WORK TASK: What lines in the data hold the string "above"? Show them.

AVAILABLE RECORDS:
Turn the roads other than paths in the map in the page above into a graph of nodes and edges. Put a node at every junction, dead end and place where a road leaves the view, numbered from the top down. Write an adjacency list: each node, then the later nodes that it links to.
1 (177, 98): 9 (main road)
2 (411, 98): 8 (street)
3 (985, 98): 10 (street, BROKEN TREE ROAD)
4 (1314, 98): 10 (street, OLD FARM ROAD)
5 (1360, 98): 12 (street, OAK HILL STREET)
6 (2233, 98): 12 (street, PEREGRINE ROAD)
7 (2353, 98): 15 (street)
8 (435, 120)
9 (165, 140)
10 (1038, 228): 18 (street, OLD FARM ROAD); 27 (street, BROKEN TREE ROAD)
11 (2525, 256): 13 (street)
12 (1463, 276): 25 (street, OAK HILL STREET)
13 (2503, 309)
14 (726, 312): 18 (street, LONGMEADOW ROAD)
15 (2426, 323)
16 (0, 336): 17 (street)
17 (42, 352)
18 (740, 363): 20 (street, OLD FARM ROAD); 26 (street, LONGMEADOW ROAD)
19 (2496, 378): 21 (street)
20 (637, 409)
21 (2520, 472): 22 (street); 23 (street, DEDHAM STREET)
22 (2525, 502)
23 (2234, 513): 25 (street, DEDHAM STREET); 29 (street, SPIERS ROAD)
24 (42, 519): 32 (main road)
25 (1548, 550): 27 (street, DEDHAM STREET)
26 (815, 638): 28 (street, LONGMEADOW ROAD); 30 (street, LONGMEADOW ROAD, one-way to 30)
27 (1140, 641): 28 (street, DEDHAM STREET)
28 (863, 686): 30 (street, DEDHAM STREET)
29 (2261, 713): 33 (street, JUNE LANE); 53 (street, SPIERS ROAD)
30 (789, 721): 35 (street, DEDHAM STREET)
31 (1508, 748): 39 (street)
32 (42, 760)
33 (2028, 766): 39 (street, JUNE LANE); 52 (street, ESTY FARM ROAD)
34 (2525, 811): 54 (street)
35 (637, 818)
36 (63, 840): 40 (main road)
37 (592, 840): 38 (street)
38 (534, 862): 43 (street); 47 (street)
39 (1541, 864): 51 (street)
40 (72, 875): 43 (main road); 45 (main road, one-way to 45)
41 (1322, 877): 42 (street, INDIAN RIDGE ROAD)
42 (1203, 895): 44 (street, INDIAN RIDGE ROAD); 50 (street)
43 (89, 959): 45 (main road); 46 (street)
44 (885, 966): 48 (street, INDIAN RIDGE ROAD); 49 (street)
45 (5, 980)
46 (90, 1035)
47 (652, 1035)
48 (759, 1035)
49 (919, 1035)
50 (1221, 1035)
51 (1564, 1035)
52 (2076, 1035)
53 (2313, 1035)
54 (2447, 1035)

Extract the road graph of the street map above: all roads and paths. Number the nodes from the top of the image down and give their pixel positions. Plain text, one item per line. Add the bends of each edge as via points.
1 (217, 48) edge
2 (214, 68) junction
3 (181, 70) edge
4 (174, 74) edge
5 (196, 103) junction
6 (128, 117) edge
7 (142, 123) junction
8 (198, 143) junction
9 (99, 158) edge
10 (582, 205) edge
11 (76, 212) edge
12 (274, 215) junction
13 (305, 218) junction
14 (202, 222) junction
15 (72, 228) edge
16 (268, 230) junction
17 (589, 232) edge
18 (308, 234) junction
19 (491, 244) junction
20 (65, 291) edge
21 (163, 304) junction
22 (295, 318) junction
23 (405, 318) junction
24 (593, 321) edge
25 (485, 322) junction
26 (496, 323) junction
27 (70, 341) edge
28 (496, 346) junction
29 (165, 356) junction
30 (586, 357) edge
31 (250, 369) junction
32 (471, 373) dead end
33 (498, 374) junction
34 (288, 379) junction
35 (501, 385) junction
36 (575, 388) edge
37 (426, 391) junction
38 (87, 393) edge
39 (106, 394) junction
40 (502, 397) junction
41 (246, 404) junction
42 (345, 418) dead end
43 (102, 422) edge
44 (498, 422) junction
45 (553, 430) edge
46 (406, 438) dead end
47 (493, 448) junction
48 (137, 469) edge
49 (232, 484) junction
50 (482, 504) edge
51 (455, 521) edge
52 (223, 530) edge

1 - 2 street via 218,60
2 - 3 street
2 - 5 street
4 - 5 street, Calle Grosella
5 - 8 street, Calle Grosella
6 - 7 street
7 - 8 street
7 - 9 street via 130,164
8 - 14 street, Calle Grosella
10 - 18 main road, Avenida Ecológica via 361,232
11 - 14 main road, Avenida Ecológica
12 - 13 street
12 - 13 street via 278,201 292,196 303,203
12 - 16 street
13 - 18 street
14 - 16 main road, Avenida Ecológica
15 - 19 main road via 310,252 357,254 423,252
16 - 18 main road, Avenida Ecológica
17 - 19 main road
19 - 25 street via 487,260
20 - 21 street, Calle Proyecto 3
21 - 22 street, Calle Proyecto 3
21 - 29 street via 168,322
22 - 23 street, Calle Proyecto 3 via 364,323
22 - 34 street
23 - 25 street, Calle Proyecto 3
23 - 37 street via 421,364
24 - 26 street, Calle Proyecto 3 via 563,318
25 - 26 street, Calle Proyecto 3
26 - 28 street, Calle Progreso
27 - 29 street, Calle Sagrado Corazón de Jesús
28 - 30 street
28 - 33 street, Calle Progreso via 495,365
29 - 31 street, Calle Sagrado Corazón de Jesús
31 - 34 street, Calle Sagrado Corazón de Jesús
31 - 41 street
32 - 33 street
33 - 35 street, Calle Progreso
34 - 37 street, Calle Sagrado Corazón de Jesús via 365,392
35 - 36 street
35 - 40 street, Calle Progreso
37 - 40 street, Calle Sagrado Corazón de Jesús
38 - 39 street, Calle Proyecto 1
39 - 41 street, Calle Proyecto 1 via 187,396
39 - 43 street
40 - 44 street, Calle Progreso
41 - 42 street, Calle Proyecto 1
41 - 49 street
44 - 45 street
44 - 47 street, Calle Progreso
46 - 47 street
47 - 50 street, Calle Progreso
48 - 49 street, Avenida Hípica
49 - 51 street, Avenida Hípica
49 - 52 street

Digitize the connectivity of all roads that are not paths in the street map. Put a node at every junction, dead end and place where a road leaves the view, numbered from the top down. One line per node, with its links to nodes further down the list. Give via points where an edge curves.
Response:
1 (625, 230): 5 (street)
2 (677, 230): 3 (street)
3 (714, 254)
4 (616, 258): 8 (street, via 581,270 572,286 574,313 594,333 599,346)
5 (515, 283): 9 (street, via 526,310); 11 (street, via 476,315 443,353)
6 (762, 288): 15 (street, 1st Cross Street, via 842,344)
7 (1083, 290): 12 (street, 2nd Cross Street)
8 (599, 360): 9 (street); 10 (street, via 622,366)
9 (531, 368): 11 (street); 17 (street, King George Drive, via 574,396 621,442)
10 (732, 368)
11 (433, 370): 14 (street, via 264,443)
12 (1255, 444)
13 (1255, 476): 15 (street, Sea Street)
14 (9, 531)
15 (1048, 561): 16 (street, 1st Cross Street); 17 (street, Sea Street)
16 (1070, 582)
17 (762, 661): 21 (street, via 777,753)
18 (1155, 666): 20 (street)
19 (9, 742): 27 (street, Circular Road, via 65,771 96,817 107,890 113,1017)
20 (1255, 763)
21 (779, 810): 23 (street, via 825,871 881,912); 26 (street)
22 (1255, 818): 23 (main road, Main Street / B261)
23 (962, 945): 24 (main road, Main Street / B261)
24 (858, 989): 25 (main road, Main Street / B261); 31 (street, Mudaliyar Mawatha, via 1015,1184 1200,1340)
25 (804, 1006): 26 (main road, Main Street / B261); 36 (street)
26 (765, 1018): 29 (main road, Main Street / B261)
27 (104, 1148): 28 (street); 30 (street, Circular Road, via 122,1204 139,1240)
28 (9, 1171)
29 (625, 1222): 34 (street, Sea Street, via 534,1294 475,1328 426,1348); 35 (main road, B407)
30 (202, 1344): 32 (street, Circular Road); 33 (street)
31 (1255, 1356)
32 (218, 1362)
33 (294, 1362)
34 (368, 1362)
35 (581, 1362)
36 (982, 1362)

WORKED SOLUTION:
Turn the roads other than paths in the map in the page above into a graph of nodes and edges. Put a node at every junction, dead end and place where a road leaves the view, numbered from the top down. Write an adjacency list: each node, then the later nodes that it links to.
Extract the road graph of the street map above: all roads and paths. Number the nodes from the top of the image down and give their pixel positions. Plain text, one item per line. Add the bends of each edge as via points.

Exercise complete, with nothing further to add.